About This Application Note
The Threading and Clock Dividers Application Note contains instructions for using multiple block sizes within a single system, the modules necessary to do so, and the effects of doing so with respect to latency and priority handling.
Clock Divider
The ClockDivider field in Properties when left blank will default to 1A0. This represents clock divider “1”, Thread (subLayoutID) “A” and instance “0”. The instance value can be changed to move that module to a designated core (4 virtual cores by default in Designer [0,3]) and profiled separately. The clock divider changes as a result of buffering up or down.
Note: The clock divider field is only user editable for source modules and automatically assigned for the rest.
For example, if 1A0 were changed to 1A1, profiling for that module would could be seen on the second instance on the Server:
Note: By default, 4 virtual instances are created in Designer Native. These can be changed in Server Preferences, and memory will be divided between them. If only one core is designated, the clock divider will not display the instance number, but just subLayoutID and Clock Divider:
The same clock divider can be used by up to 16 layouts (called as threads A to P). i.e. first layout with clock divider 1 will have thread id of 1A, second layout with the same clock divider of 1 can have thread id of 1B and so on up to thread id of 1P, using BufferUpV2 module.
Buffer Up and Buffer Down
To change block sizes within a design, Buffer Up creates a new layout within Audio Weaver and is used in conjunction with Buffer Down. This layout will appear as a continuation of the signal flow in the same design file, however the portion of the system between Buffer Up and Buffer Down will operate at a different block size (whole number multiple of the input block size) and in a different layout, designated in the module’s properties tab.

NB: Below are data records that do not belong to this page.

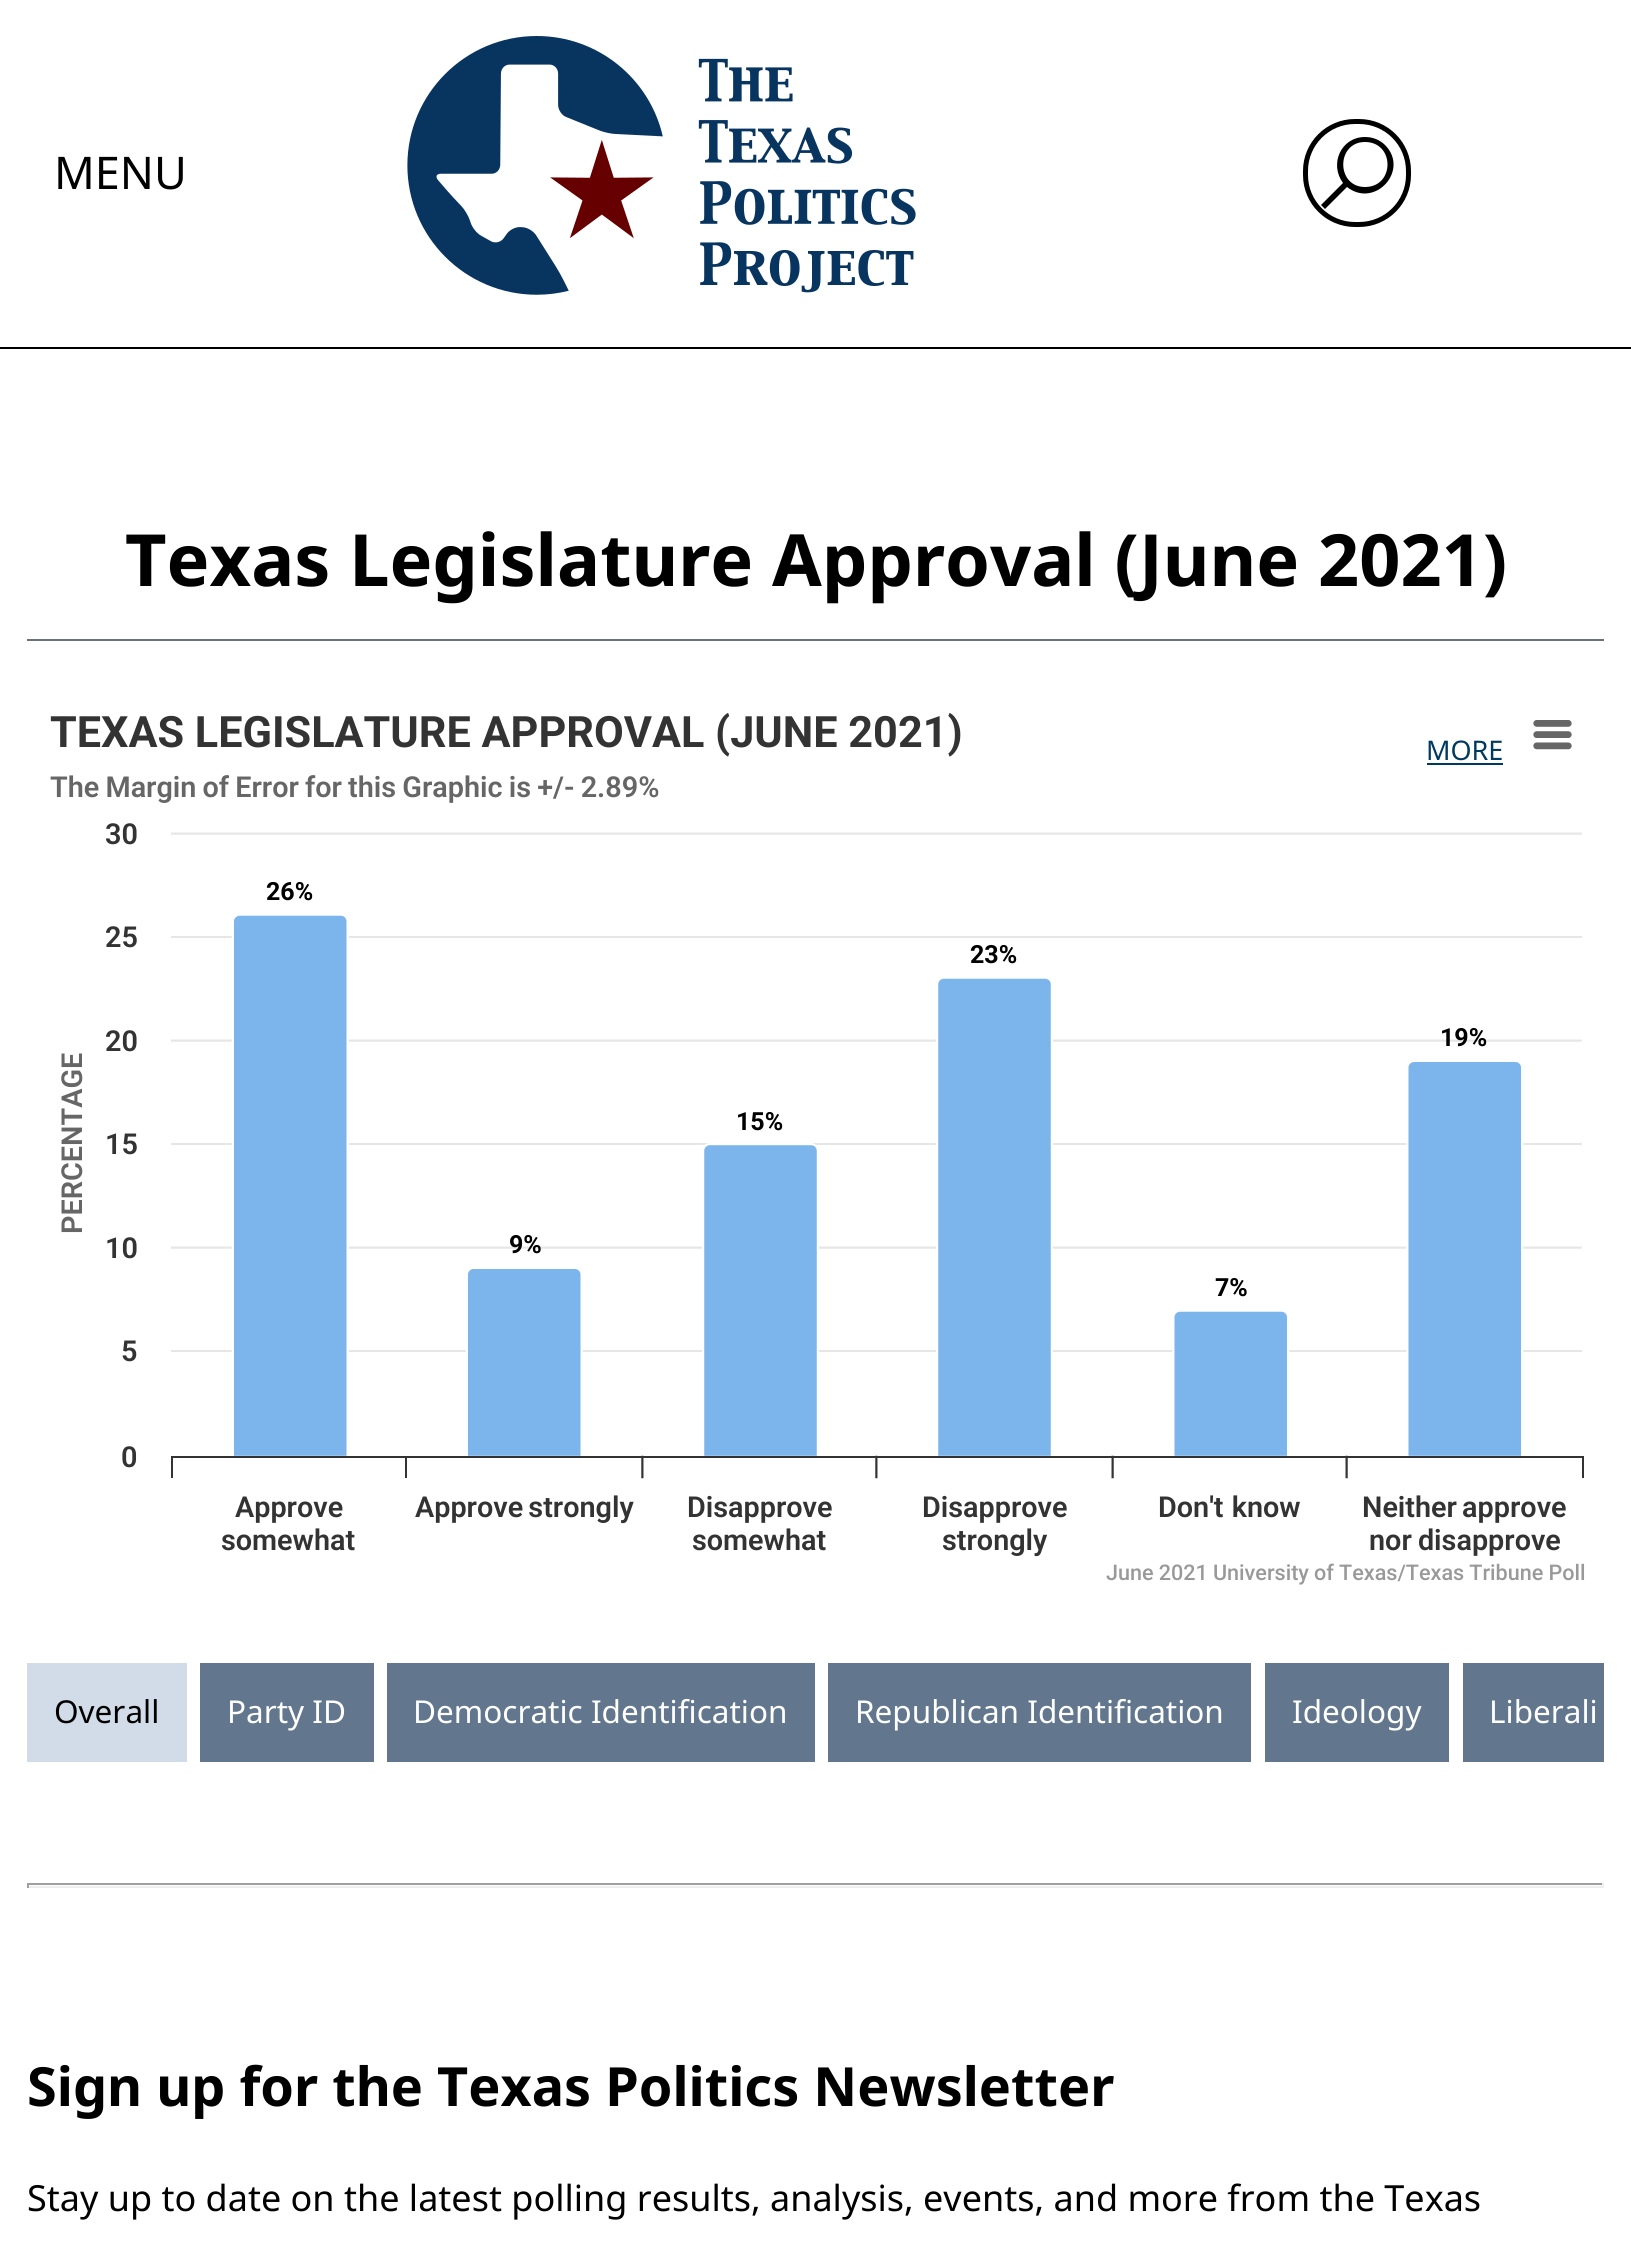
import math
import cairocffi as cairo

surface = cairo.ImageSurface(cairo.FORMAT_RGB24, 1631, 2254)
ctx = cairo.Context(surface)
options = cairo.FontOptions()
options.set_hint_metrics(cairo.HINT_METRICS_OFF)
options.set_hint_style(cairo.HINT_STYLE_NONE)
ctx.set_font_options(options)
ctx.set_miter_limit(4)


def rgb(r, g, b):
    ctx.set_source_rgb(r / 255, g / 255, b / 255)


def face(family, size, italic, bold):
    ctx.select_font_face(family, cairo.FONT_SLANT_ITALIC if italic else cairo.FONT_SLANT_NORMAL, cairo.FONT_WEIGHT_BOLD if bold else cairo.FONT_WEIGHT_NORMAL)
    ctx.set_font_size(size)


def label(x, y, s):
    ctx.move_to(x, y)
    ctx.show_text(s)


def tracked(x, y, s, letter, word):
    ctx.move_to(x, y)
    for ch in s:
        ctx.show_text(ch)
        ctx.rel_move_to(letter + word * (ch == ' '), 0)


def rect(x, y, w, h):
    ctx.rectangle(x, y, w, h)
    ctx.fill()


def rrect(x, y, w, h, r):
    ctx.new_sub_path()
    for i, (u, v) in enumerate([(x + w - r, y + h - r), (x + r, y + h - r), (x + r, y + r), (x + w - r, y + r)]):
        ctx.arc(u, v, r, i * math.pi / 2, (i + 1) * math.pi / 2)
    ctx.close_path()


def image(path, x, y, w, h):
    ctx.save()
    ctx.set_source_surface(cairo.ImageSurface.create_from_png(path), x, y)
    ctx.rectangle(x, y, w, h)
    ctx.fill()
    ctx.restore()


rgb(255, 255, 255)
ctx.paint()
rgb(0, 0, 0)
rect(0, 347, 1631, 2)
face('Noto Sans', 45, 0, 0)
label(54, 189, 'MENU')
image('image0.png', 407, 36, 509, 259)
rrect(1305.5, 121.5, 103, 103, 49.5)
ctx.set_line_width(5)
ctx.stroke()
ctx.new_path()
ctx.move_to(1365, 137)
ctx.curve_to(1341, 137, 1329, 164, 1343, 183)
ctx.line_to(1321, 205)
ctx.line_to(1325, 209)
ctx.line_to(1347, 187)
ctx.curve_to(1375, 209, 1410, 170, 1385, 145)
ctx.curve_to(1380, 140, 1373, 137, 1365, 137)
ctx.close_path()
ctx.move_to(1365, 142)
ctx.curve_to(1395, 142, 1395, 187, 1365, 187)
ctx.curve_to(1336, 187, 1336, 142, 1365, 142)
ctx.close_path()
ctx.fill()
rgb(106, 114, 130)
rect(27, 639, 1577, 2)
face('Noto Sans', 72, 0, 1)
rgb(0, 0, 0)
label(125, 586, 'Texas Legislature Approval (June 2021)')
image('image1.png', 171, 720, 1413, 759)
face('Roboto', 43.2, 0, 1)
rgb(51, 51, 51)
label(50, 747, 'TEXAS LEGISLATURE APPROVAL (JUNE 2021)')
face('Roboto SemiBold', 28.8, 0, 0)
rgb(102, 102, 102)
tracked(50, 797, 'The Margin of Error for this Graphic is +/- 2.89%', 0, -1)
rgb(51, 51, 51)
label(105, 844, '30')
face('Roboto', 25, 0, 1)
rgb(0, 0, 0)
label(266, 900, '26%')
face('Roboto SemiBold', 28.8, 0, 0)
rgb(51, 51, 51)
label(105, 947, '25')
face('Roboto', 25, 0, 1)
rgb(0, 0, 0)
label(970, 963, '23%')
face('Roboto SemiBold', 28.8, 0, 0)
rgb(51, 51, 51)
label(105, 1051, '20')
face('Roboto', 25, 0, 1)
rgb(0, 0, 0)
label(1440, 1046, '19%')
face('Roboto SemiBold', 28.8, 0, 0)
rgb(102, 102, 102)
ctx.save()
ctx.translate(82, 1234)
ctx.rotate(-90 * math.pi / 180)
label(0, 0, 'PERCENTAGE')
ctx.restore()
face('Roboto', 25, 0, 1)
rgb(0, 0, 0)
label(736, 1130, '15%')
face('Roboto SemiBold', 28.8, 0, 0)
rgb(51, 51, 51)
label(105, 1154, '15')
label(105, 1258, '10')
face('Roboto', 25, 0, 1)
rgb(0, 0, 0)
label(509, 1253, '9%')
label(1215, 1296, '7%')
face('Roboto SemiBold', 28.8, 0, 0)
rgb(51, 51, 51)
label(121, 1361, '5')
label(121, 1467, '0')
label(235, 1517, 'Approve')
tracked(415, 1517, 'Approve strongly', 0, -2)
label(687, 1517, 'Disapprove')
label(922, 1517, 'Disapprove')
tracked(1158, 1517, 'Don\'t know', 0, 1)
tracked(1362, 1517, 'Neither approve', 0, -2)
label(221, 1550, 'somewhat')
label(692, 1550, 'somewhat')
label(942, 1550, 'strongly')
tracked(1369, 1550, 'nor disapprove', 0, -1)
face('Roboto Medium', 21.6, 0, 0)
rgb(153, 153, 153)
tracked(1106, 1580, 'June 2021 University of Texas/Texas Tribune Poll', 0, -0.25)
face('Noto Sans', 27, 0, 0)
rgb(0, 58, 96)
label(1426, 760, 'MORE')
rect(1427, 763, 76, 2)
rgb(209, 220, 232)
rect(27, 1663, 160, 99)
face('Noto Sans', 31.5, 0, 0)
rgb(0, 0, 0)
label(54, 1723, 'Overall')
rgb(98, 119, 141)
rect(200, 1663, 174, 99)
rgb(255, 255, 255)
label(227, 1723, 'Party ID')
rgb(98, 119, 141)
rect(387, 1663, 428, 99)
rgb(255, 255, 255)
label(413, 1723, 'Democratic Identification')
rgb(98, 119, 141)
rect(828, 1663, 423, 99)
rgb(255, 255, 255)
label(855, 1723, 'Republican Identification')
rgb(98, 119, 141)
rect(1265, 1663, 184, 99)
rgb(255, 255, 255)
label(1292, 1723, 'Ideology')
rgb(98, 119, 141)
rect(1463, 1663, 141, 99)
rgb(255, 255, 255)
label(1489, 1723, 'Liberali')
rgb(159, 159, 159)
rect(27, 1883, 1577, 2)
rgb(238, 238, 238)
rect(1602, 1883, 2, 5)
rect(27, 1886, 1577, 2)
rgb(159, 159, 159)
rect(27, 1883, 2, 5)
face('Noto Sans', 54, 0, 1)
rgb(0, 0, 0)
label(27, 2106, 'Sign up for the Texas Politics Newsletter')
face('Noto Sans', 36, 0, 0)
label(27, 2211, 'Stay up to date on the latest polling results, analysis, events, and more from the Texas')
surface.write_to_png('render.png')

The layoutSubID allows you to run multiple sets of modules at the same clockDivider in different layouts by setting the block size, and layoutSubID. For instance, the system input pin is always in layout 1A, and any layouts with the same clock divider could reside in 1B, 1C, alphabetically up to 1P. By changing to a higher block size, the user would be creating a second clock divider, where the user can add up to 16 layout subIDs in this new block size (2A, 2B, 2C, etc.).
When you build a layout like this, Audio weaver will split it into two layouts. The layouts are processed in separate threads because they have different block sizes.

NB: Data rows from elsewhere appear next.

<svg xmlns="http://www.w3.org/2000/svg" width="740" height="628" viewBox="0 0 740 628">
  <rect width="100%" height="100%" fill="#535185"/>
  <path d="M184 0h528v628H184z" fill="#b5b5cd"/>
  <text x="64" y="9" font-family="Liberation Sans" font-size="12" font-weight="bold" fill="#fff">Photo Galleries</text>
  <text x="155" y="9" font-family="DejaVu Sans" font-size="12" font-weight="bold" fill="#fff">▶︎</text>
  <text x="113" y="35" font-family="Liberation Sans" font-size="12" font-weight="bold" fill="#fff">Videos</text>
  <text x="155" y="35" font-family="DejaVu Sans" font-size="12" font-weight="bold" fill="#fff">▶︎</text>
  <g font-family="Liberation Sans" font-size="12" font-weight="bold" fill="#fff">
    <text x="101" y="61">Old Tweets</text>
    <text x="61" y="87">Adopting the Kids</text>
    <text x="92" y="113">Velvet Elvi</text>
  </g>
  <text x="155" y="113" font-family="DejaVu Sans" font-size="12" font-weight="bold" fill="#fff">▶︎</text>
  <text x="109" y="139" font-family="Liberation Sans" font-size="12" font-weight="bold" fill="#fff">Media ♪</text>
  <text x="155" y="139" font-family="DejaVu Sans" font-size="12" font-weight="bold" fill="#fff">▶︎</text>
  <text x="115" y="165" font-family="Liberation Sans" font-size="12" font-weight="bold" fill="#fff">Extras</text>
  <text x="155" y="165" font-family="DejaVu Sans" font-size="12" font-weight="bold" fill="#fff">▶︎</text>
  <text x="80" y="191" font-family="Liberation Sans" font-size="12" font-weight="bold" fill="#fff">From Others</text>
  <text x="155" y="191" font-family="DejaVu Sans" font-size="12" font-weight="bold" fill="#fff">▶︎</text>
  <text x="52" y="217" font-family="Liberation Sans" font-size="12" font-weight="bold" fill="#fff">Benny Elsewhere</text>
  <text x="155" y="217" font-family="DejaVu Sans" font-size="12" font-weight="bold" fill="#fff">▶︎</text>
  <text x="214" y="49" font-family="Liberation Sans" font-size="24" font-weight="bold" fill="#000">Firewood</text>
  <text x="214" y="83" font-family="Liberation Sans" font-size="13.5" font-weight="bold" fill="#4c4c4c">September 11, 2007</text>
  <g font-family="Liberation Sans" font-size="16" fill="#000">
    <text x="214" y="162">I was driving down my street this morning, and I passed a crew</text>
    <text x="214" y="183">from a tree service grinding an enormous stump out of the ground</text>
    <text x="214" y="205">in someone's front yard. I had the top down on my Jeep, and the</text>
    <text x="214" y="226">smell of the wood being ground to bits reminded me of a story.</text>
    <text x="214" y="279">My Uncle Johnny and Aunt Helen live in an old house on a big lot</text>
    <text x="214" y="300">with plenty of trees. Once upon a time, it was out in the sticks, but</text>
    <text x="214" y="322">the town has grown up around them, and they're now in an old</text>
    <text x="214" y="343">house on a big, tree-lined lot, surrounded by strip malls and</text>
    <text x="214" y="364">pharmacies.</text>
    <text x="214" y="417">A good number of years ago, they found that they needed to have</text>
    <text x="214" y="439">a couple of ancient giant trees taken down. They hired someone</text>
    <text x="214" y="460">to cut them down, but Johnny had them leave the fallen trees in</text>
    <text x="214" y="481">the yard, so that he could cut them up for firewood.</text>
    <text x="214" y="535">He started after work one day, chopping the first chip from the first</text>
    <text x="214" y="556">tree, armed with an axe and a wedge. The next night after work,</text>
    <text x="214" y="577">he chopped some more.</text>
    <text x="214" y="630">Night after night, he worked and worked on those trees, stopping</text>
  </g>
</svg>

The higher priority layout will execute the far left and right sections of the system
The lower priority layout will execute the middle section of the system
Buffer Up
Increases block size, creating a new layout with a designated layoutSubID
The Buffer Up module supports multiple input and output pins
The input wires must all be in the same clock divider
This module introduces a sample latency of buffUpFactor times the input pin’s block size
Large clock dividers go into lower priority layouts
User can designate layouts ‘A’ through ‘P’ (16 total)
Supports buffering up by whole-number multiples
More information on BufferUpV2 available here: (8.D.2.6) BufferUpV2
Buffer Down
Ends a layout and returns to the original clock divider (higher priority, smaller block size)
Decreases input block size by whole-number multiple
Introduces a sample latency of the input pin’s block size
Latency effects of Multithreading
When a system’s block size is multiplied X times to buffer up, the smaller block size portion of the layout will need to run X number of times to fill the higher block size buffer. Additionally, when buffering down, the larger block size will pump smaller portions to the lower block size X number of times. Shown in Figure 2.0, buffering up incurs 64 samples of latency, then buffering down incurs another 64 samples, for a total of 128. At a sample rate of 48kHz, this would amount to 2.6ms of latency.
Processing Priority
The high priority thread will be given however many ticks are needed between DMA interrupts, before the lower priority thread is able to be processed. If the lower priority thread is not finished processing before the next DMA interrupt, processing will be paused until the next time the high priority thread is finished processing.
Profiling
In the example below, a system with a block size of 48 samples is run on a processor with a clock speed of 480 MHz.
With a sample rate of 48,000 Hz, each block will take 1 ms to process.480 MHz * 1 ms = 480,000 ticks per block process available.